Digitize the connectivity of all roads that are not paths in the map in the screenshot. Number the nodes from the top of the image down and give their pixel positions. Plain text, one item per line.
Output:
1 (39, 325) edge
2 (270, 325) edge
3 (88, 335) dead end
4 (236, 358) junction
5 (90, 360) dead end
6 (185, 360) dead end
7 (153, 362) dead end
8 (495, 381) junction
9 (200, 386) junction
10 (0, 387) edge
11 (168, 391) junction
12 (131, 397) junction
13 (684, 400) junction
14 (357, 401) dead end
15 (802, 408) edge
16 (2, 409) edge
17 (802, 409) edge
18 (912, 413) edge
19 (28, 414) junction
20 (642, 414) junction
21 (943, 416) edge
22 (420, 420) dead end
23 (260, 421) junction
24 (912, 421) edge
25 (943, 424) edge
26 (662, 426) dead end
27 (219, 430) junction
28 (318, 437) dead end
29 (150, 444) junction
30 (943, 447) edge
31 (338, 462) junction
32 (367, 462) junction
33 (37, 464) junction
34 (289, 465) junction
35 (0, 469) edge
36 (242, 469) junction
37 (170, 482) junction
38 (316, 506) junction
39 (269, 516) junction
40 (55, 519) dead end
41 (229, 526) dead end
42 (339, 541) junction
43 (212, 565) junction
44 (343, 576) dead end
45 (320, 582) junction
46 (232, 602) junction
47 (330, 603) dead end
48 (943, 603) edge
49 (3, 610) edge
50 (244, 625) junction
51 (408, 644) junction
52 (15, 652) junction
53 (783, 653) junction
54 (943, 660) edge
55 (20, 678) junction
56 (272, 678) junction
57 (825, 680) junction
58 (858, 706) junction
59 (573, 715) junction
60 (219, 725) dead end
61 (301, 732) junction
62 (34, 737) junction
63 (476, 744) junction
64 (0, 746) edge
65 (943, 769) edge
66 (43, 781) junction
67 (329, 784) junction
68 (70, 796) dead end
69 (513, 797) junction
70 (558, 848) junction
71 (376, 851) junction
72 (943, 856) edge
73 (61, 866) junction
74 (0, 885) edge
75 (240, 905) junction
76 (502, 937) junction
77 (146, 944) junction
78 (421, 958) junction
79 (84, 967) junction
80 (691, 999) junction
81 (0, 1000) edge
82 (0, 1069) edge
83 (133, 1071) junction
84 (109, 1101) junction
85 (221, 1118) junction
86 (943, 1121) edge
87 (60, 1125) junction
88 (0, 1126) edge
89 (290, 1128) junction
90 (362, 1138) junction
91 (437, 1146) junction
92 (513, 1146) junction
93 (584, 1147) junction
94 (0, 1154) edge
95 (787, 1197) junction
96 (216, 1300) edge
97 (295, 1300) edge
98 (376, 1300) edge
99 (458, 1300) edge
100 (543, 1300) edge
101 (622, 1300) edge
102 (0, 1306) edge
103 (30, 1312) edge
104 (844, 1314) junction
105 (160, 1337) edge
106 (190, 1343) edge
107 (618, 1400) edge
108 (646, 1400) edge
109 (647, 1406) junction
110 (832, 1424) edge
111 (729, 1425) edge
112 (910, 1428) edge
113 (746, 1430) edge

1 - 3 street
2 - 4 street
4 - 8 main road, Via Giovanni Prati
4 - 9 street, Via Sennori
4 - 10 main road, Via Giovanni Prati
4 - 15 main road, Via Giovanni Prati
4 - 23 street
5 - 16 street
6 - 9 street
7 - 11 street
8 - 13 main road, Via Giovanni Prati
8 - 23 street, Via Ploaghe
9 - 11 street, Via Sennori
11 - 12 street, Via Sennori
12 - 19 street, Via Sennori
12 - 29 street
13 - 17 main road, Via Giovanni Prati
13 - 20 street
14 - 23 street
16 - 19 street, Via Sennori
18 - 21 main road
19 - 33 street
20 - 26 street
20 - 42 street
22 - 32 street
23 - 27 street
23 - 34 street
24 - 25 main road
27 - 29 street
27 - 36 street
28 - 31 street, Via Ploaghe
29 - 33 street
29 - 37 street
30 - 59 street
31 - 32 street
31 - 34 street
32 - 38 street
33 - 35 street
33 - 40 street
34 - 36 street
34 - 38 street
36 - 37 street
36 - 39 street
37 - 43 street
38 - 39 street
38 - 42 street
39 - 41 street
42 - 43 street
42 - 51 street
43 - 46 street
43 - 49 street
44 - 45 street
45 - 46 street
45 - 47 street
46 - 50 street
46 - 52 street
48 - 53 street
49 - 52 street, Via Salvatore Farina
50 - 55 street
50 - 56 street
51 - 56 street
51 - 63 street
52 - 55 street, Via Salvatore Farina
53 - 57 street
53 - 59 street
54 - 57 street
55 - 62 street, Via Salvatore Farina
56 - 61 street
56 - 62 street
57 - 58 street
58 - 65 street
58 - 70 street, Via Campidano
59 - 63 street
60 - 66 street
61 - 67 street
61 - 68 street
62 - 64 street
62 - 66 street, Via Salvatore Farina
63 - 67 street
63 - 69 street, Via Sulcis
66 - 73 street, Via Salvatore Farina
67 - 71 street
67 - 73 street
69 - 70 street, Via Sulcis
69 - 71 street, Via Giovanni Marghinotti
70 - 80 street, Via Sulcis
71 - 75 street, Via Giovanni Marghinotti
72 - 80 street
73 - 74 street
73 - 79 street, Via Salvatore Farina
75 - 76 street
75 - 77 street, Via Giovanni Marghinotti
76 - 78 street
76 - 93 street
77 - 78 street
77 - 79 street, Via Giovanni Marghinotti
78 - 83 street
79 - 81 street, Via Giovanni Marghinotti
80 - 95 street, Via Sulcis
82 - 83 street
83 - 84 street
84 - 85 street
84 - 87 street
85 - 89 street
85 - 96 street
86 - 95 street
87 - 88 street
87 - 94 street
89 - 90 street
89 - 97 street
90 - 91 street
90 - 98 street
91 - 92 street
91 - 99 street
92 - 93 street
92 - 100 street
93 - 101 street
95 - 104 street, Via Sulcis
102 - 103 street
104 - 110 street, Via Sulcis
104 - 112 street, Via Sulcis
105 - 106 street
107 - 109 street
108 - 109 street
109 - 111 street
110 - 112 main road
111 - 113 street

YOUR INSTRUCTIONS:
In the lines above, locate the string "Sennori". Copy every line where it occurs.

WRITTEN REPLY:
4 - 9 street, Via Sennori
9 - 11 street, Via Sennori
11 - 12 street, Via Sennori
12 - 19 street, Via Sennori
16 - 19 street, Via Sennori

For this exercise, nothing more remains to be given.